### How to complete this task
Reproduce the listing in full, exactly as written, but without images.
+++
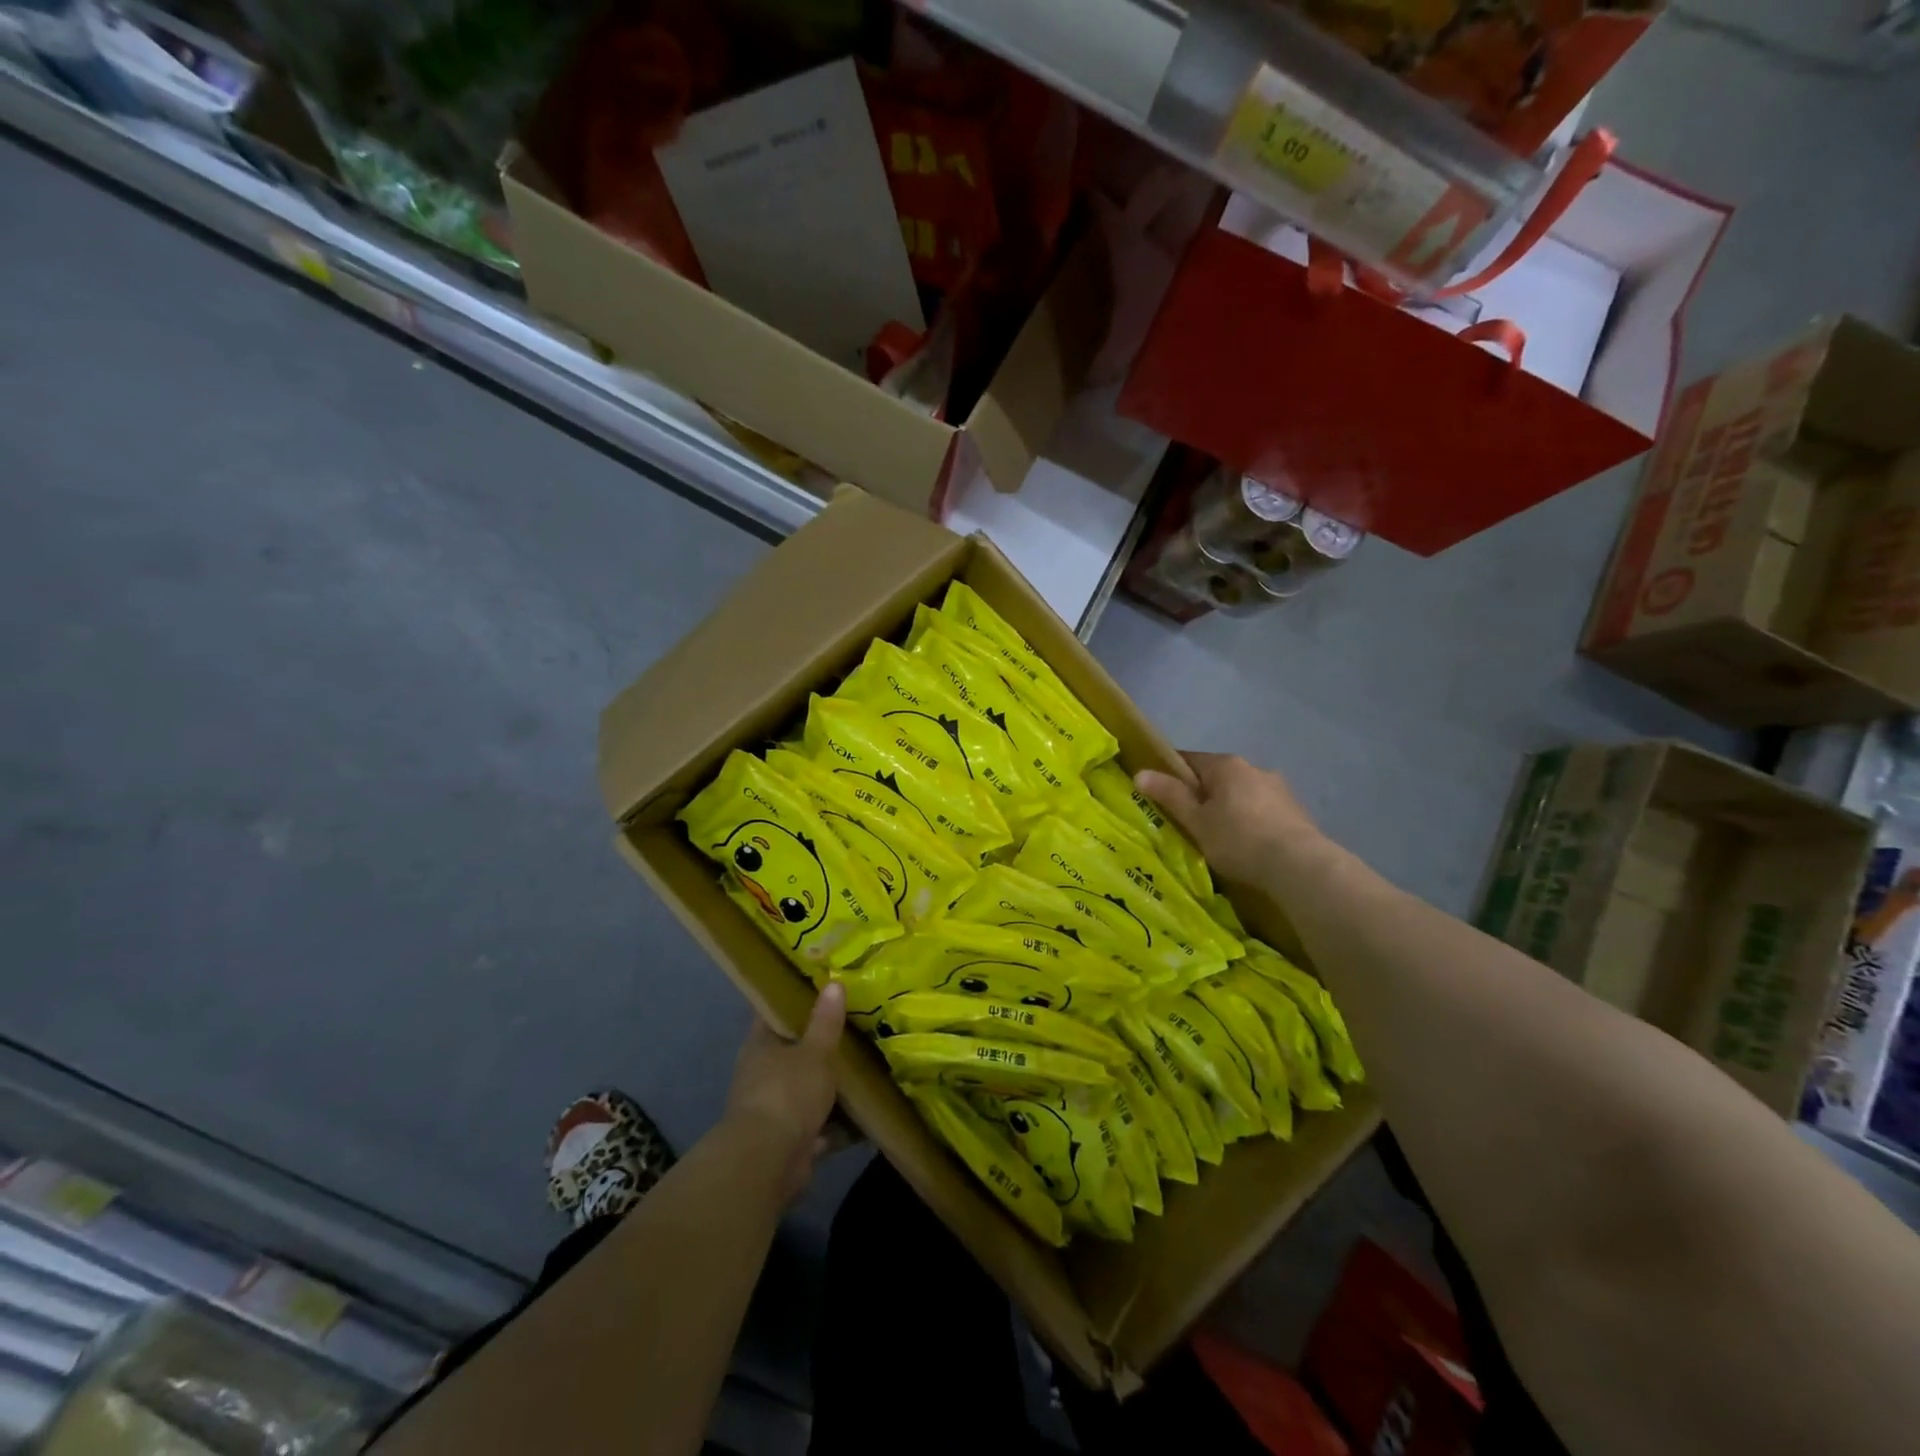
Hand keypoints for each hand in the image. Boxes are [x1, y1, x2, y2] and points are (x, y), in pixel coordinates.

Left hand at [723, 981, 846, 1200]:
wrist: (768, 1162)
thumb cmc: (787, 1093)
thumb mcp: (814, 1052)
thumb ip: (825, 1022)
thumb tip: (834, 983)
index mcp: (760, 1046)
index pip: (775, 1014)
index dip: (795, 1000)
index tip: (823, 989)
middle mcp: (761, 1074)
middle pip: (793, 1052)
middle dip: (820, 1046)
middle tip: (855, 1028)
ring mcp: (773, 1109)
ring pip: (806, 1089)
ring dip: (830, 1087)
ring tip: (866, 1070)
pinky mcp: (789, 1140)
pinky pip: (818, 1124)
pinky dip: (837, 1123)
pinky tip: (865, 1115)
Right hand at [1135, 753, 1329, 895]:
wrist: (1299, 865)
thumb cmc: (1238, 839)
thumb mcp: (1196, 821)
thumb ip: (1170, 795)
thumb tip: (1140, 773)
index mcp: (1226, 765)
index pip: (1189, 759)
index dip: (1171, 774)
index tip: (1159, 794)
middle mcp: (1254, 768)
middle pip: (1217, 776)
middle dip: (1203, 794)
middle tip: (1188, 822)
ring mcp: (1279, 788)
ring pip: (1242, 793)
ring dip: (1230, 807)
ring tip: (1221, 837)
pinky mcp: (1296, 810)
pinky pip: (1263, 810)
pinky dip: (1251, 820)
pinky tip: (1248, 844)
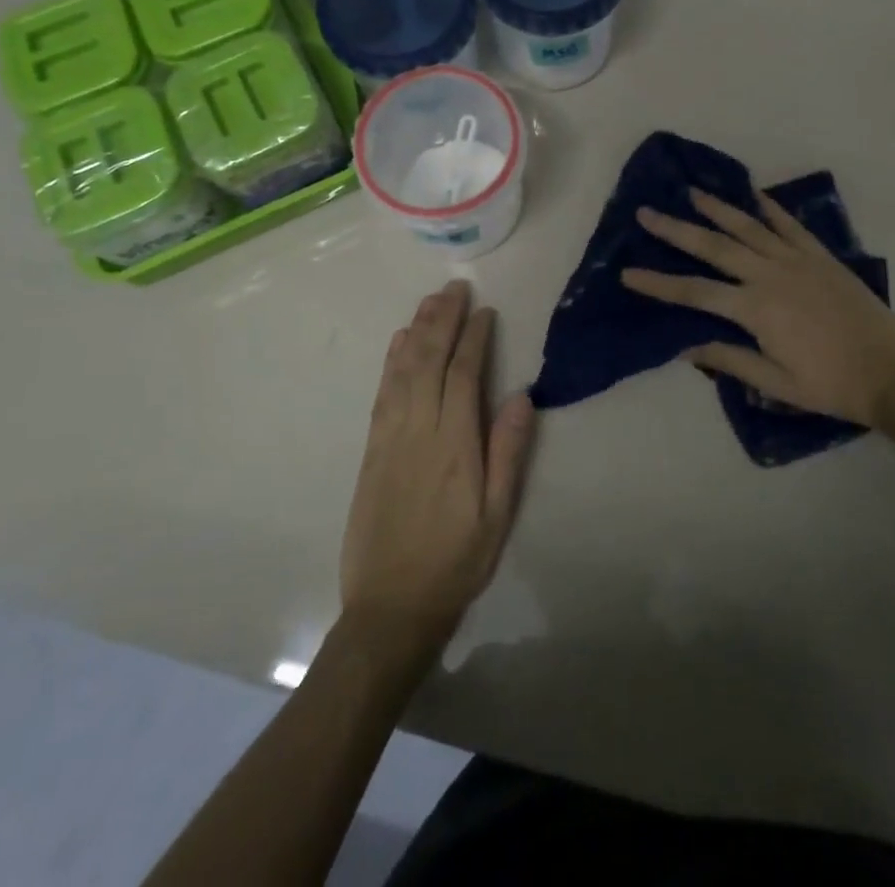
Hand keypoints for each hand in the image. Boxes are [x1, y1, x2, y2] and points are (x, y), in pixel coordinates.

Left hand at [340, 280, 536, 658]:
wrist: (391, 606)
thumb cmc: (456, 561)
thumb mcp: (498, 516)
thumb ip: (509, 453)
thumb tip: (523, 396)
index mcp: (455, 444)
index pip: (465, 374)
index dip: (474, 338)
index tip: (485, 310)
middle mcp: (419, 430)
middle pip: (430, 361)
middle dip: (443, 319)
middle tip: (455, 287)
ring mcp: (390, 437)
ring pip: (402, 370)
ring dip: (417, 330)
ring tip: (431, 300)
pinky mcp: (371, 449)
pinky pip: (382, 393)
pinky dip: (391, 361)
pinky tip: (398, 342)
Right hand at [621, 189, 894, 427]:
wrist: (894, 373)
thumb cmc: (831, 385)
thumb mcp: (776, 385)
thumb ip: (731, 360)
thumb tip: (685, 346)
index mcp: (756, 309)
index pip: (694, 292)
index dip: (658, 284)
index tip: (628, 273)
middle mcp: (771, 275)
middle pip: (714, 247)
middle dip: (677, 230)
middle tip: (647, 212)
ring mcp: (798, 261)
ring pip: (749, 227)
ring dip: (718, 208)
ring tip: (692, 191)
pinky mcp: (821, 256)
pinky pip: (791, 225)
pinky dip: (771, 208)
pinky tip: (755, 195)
+++
### Response
Hand keypoints for each hand in the image. Boxes are [x1, y1, x2, y2] and points are (x, y), in pixel coordinates.

Left hand at [723, 981, 846, 1200]:
wrist: (768, 1162)
thumb cmc: (787, 1093)
thumb mcp: (814, 1052)
thumb ip: (825, 1022)
thumb tip: (834, 983)
index mcp: (760, 1046)
index pip: (775, 1014)
index dip: (795, 1000)
index tip: (823, 989)
middle mcp: (761, 1074)
middle pip: (793, 1052)
middle dip: (820, 1046)
middle tip: (855, 1028)
ring mcp: (773, 1109)
ring pip: (806, 1089)
ring dip: (830, 1087)
ring tip: (866, 1070)
pinky mcp: (789, 1140)
pinky pip: (818, 1124)
pinky dip: (837, 1123)
pinky tip: (865, 1115)
Right hand at [1135, 753, 1329, 895]:
wrist: (1299, 865)
thumb cmc: (1238, 839)
thumb mcp: (1196, 821)
thumb ip: (1170, 795)
thumb tip: (1140, 773)
index mcp: (1226, 765)
index pip: (1189, 759)
index dip: (1171, 774)
index tip: (1159, 794)
middle mcp: (1254, 768)
middle pip: (1217, 776)
middle dip: (1203, 794)
middle tip: (1188, 822)
ring mcp: (1279, 788)
ring pip: (1242, 793)
ring dip: (1230, 807)
ring tip: (1221, 837)
pinky mcp: (1296, 810)
pinky pip: (1263, 810)
pinky dip: (1251, 820)
pinky tip: (1248, 844)
Hand keypoints for each hand in the image. Boxes are [x1, y1, x2, y2] and points are (x, y), in pixel coordinates.

Left hand at [340, 280, 536, 658]:
wrist: (391, 606)
thumb cmc: (456, 561)
thumb mcp: (498, 516)
thumb ip: (509, 453)
thumb tip: (523, 396)
index mcp: (455, 444)
index pip: (465, 374)
index dip: (474, 338)
index tip: (485, 310)
middle mcp: (419, 430)
middle pip: (430, 361)
middle dip: (443, 319)
middle tip: (455, 287)
ring mcp: (390, 437)
ring pip: (402, 370)
ring dip: (417, 330)
ring tip: (431, 300)
pinky mcp: (371, 449)
pinky pip: (382, 393)
pinky dip: (391, 361)
pinky tip: (398, 342)
Right hand at [621, 189, 894, 427]:
wrist: (894, 373)
thumb cmc: (831, 385)
thumb mcp: (776, 385)
thumb ip: (731, 360)
thumb tip: (685, 346)
index mcp: (756, 309)
index pip: (694, 292)
index dip: (658, 284)
index tip: (628, 273)
middle mcp: (771, 275)
middle pip: (714, 247)
middle dip: (677, 230)
middle tip: (647, 212)
ring mcp: (798, 261)
ring pip: (749, 227)
ring dip: (718, 208)
ring tip: (692, 191)
pinky mcp: (821, 256)
pinky pip: (791, 225)
pinky dip: (771, 208)
pinky tip: (755, 195)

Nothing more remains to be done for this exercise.